▶ [PROBLEM]:
Without the pictures, give the entries below again exactly as written.

▶ [RECORDS FOR THIS TASK]:
○ ○ ○ ○ ○ ○ ○
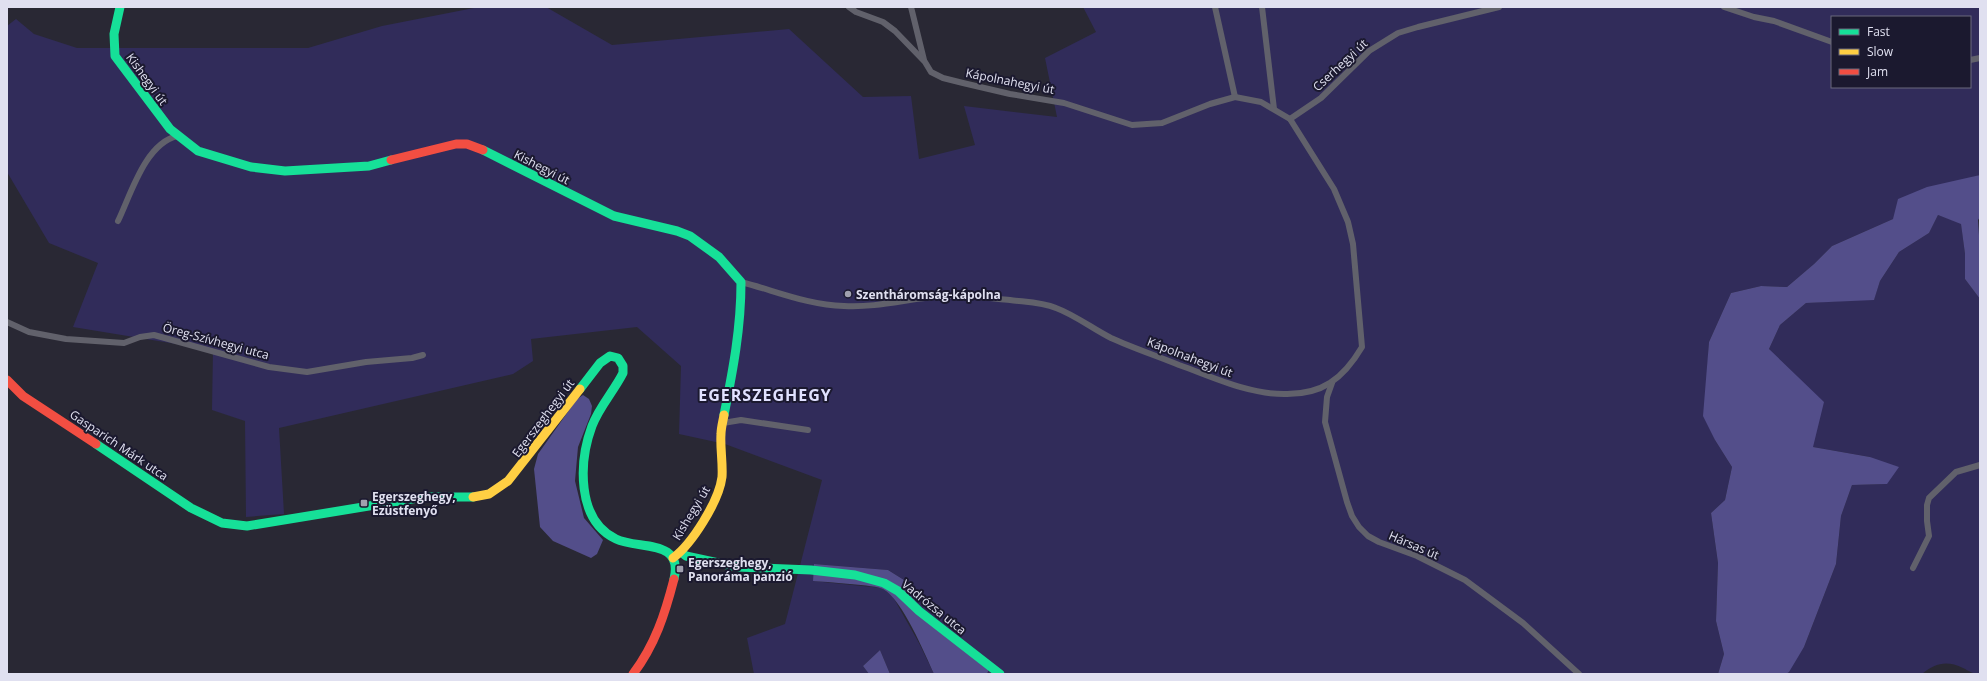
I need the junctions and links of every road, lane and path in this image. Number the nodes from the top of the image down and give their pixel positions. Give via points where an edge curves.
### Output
1 (120, 7) edge
2 (849, 7) edge
3 (911, 7) edge
4 (1215, 7) edge
5 (1262, 7) edge
6 (1499, 7) edge
7 (1724, 7) edge
8 (1831, 42) edge
9 (925, 62) junction
10 (1234, 97) junction
11 (1274, 109) junction
12 (1290, 119) junction
13 (176, 136) junction
14 (118, 221) dead end
15 (741, 282) junction
16 (7, 322) edge
17 (423, 355) dead end
18 (7, 380) edge
19 (1332, 383) junction
20 (723, 423) junction
21 (808, 430) dead end
22 (1980, 465) edge
23 (222, 522) joint
24 (681, 552) junction
25 (673, 558) junction
26 (1913, 568) dead end
27 (634, 674) edge
28 (1000, 674) edge
29 (1579, 674) edge

1 - 13 street, Kishegyi út via 114,34 115,56
2 - 9 street, Kápolnahegyi út via 890,26
3 - 9 street
4 - 10 street
5 - 11 street
6 - 12 street, Cserhegyi út via 1398,33 1369,51 1321,98
7 - 8 street via 1774,21
9 - 10 street, Kápolnahegyi út via 931,72 943,78 1010,94 1064,103 1132,125 1162,123
10 - 11 street, Kápolnahegyi út via 1261,102
11 - 12 street, Kápolnahegyi út
12 - 19 street, Kápolnahegyi út via 1341,203 1354,244 1362,347 1354,361
13 - 14 street via 165,140 146,161
13 - 15 street, Kishegyi út via 198,151 251,167 285,171 369,166 448,146 476,146 614,216 690,236 720,257
15 - 19 street, Kápolnahegyi út via 822,305 867,306 958,296 1028,302 1055,307 1113,338 1255,392 1287,394
15 - 20 street, Kishegyi út via 741,316
16 - 17 street, Öreg-Szívhegyi utca via 29,332 66,339 124,343 140,336 154,335 269,367 307,372
18 - 23 street, Gasparich Márk utca via 23,396 172,495 197,511
19 - 29 street, Hársas út via 1327,397 1325,422 1347,502 1359,527 1379,542 1417,556 1465,580 1523,623
20 - 21 street via 741,420
20 - 24 street, Kishegyi út via 720,487 701,525
22 - 26 street via 1956,472 1929,498 1929,536
23 - 25 street, Egerszeghegyi út via 233,525 257,525 424,497 477,497 489,494 515,474 593,372 605,358 613,356 621,362 623,369 596,417 586,447 583,482 587,502 598,523 614,537 664,551
24 - 25 street, Kishegyi út
24 - 28 street, Vadrózsa utca via 686,556 737,568 828,571 884,583 898,591 919,611
25 - 27 street, Kishegyi út via 676,570 658,636

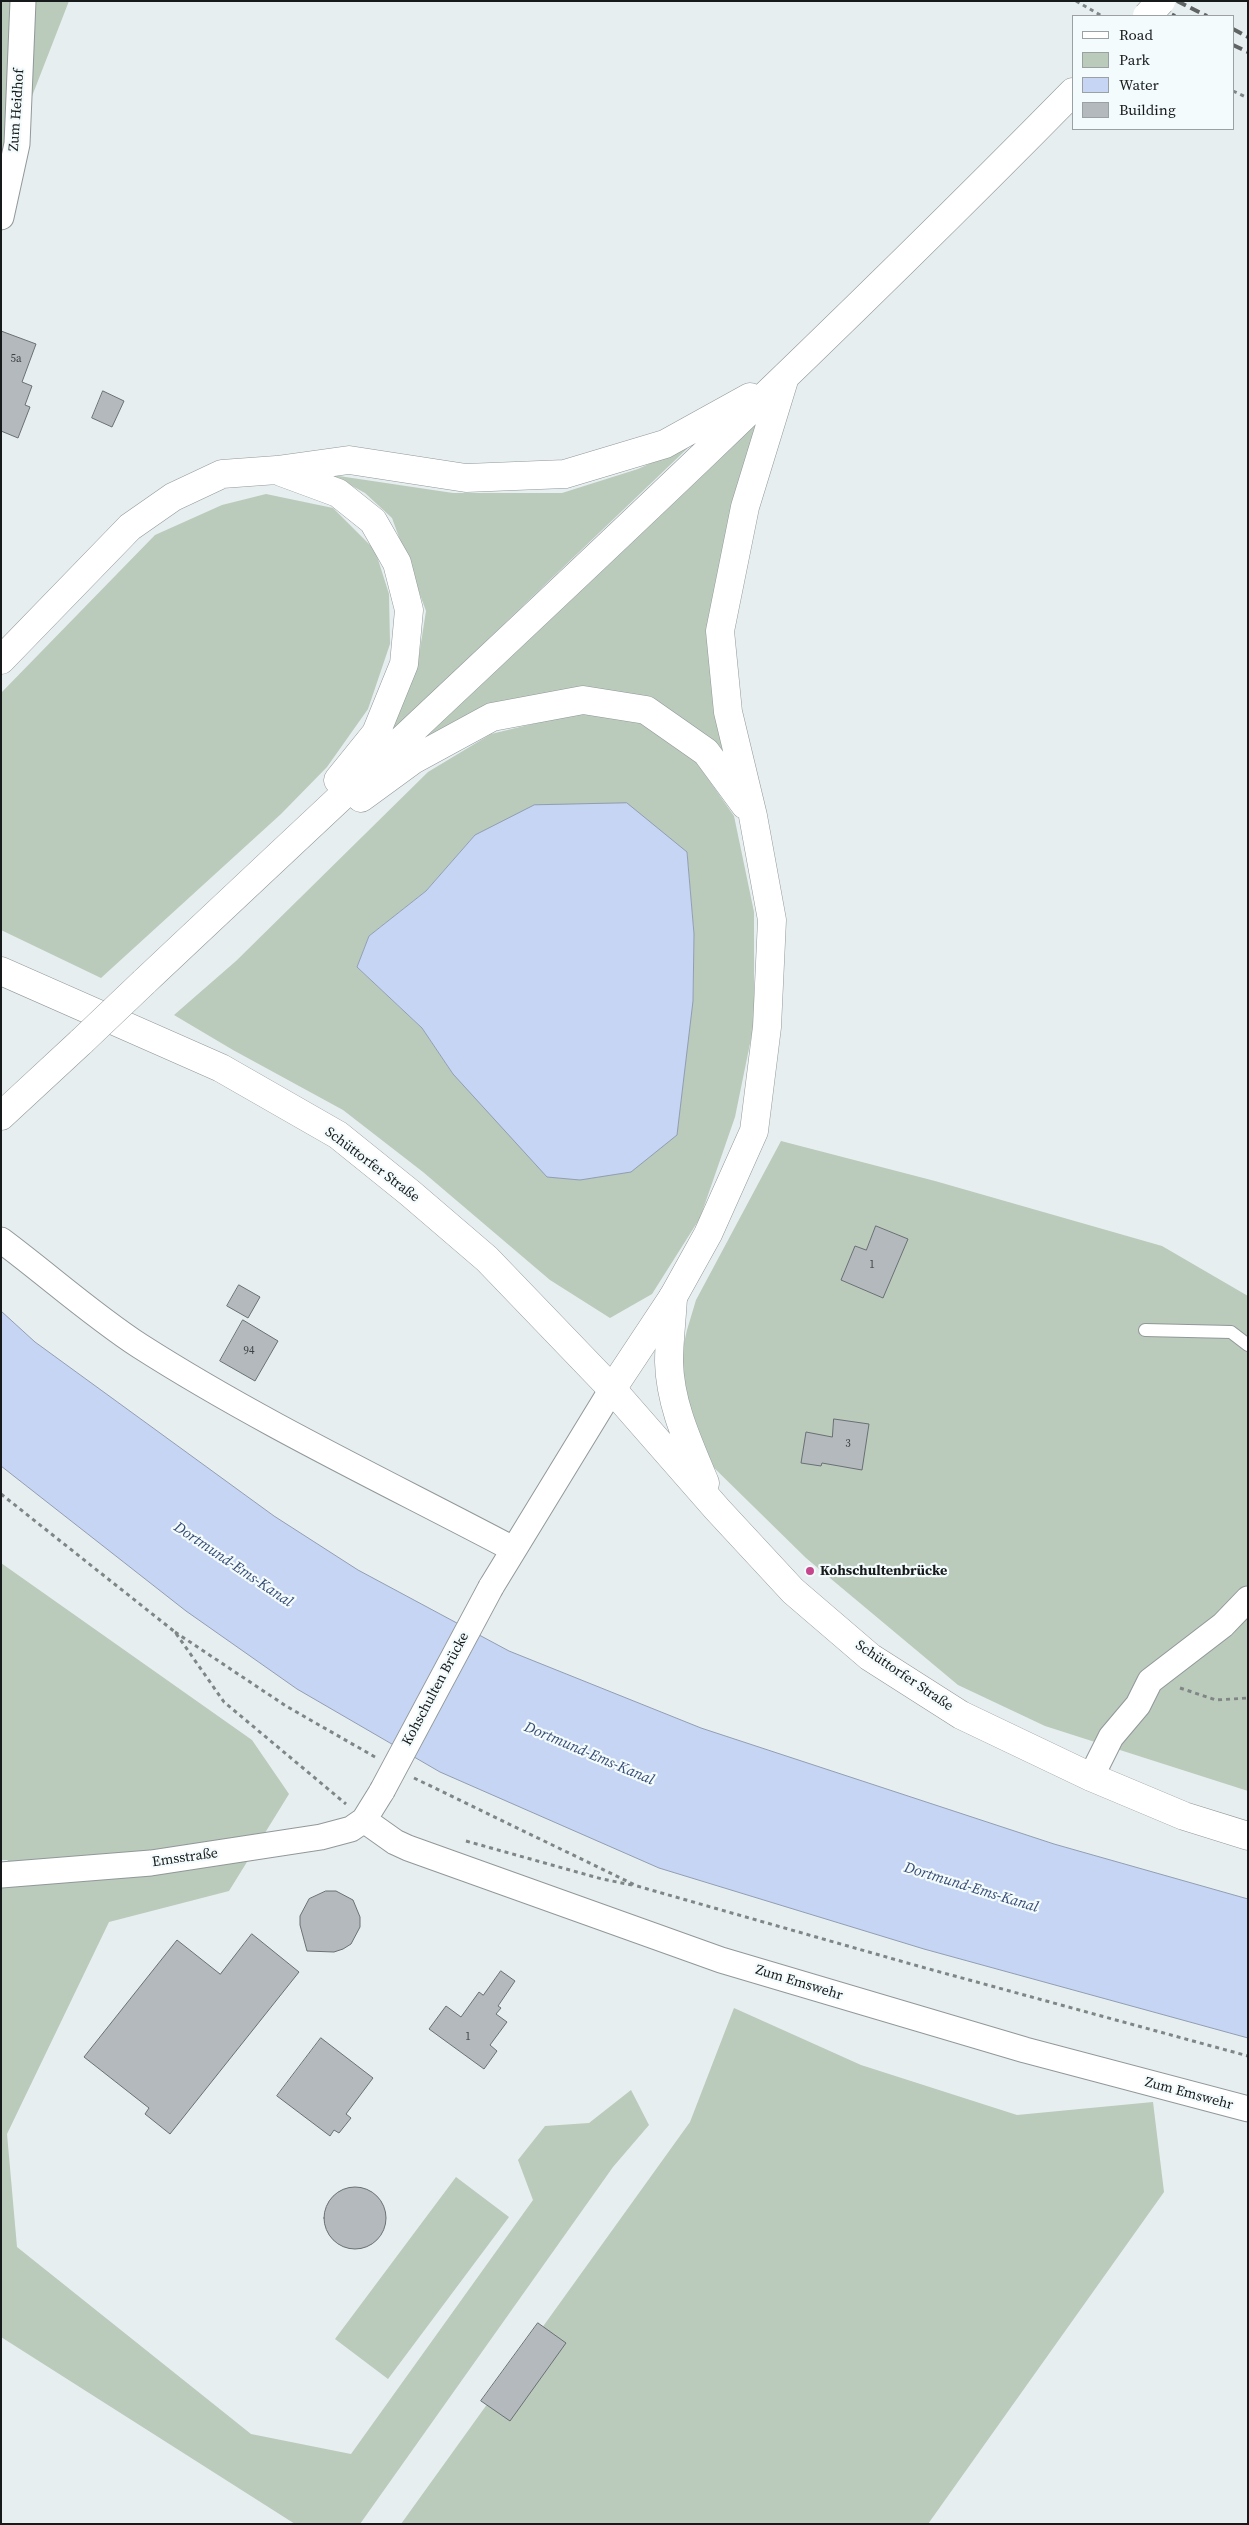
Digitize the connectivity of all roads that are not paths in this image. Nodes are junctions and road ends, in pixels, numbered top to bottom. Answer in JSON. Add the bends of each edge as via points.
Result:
○ ○ ○ ○ ○ ○ ○
▶ [REPLY]:
I need the junctions and links of every road, lane and path in this image. Number the nodes from the top of the image down and give their pixel positions. Give via points where an edge curves.
### Output
1 (120, 7) edge
2 (849, 7) edge
3 (911, 7) edge
4 (1215, 7) edge
5 (1262, 7) edge
6 (1499, 7) edge
7 (1724, 7) edge
8 (1831, 42) edge
9 (925, 62) junction
10 (1234, 97) junction
11 (1274, 109) junction
12 (1290, 119) junction
13 (176, 136) junction
14 (118, 221) dead end
15 (741, 282) junction
16 (7, 322) edge
17 (423, 355) dead end
18 (7, 380) edge
19 (1332, 383) junction
20 (723, 423) junction
21 (808, 430) dead end
22 (1980, 465) edge
23 (222, 522) joint
24 (681, 552) junction
25 (673, 558) junction
26 (1913, 568) dead end
27 (634, 674) edge
28 (1000, 674) edge
29 (1579, 674) edge

1 - 13 street, Kishegyi út via 114,34 115,56
2 - 9 street, Kápolnahegyi út via 890,26
3 - 9 street
4 - 10 street
5 - 11 street
6 - 12 street, Cserhegyi út via 1398,33 1369,51 1321,98
7 - 8 street via 1774,21
9 - 10 street, Kápolnahegyi út via 931,72 943,78 1010,94 1064,103 1132,125 1162,123
10 - 11 street, Kápolnahegyi út via 1261,102
11 - 12 street, Kápolnahegyi út
12 - 19 street, Kápolnahegyi út via 1341,203 1354,244 1362,347 1354,361
13 - 14 street via 165,140 146,161
13 - 15 street, Kishegyi út via 198,151 251,167 285,171 369,166 448,146 476,146 614,216 690,236 720,257
15 - 19 street, Kápolnahegyi út via 822,305 867,306 958,296 1028,302 1055,307 1113,338 1255,392 1287,394
15 - 20 street, Kishegyi út via 741,316
16 - 17 street, Öreg-Szívhegyi utca via 29,332 66,339 124,343 140,336 154,335 269,367 307,372
18 - 23 street, Gasparich Márk utca via 23,396 172,495 197,511
19 - 29 street, Hársas út via 1327,397 1325,422 1347,502 1359,527 1379,542 1417,556 1465,580 1523,623
20 - 21 street via 741,420
20 - 24 street, Kishegyi út via 720,487 701,525
22 - 26 street via 1956,472 1929,498 1929,536
23 - 25 street, Egerszeghegyi út via 233,525 257,525 424,497 477,497 489,494 515,474 593,372 605,358 613,356 621,362 623,369 596,417 586,447 583,482 587,502 598,523 614,537 664,551
24 - 25 street, Kishegyi út
24 - 28 street, Vadrózsa utca via 686,556 737,568 828,571 884,583 898,591 919,611
25 - 27 street, Kishegyi út via 676,570 658,636

Digitize the connectivity of all roads that are not paths in this image. Nodes are junctions and road ends, in pixels, numbered top to bottom. Answer in JSON. Add the bends of each edge as via points.
Result:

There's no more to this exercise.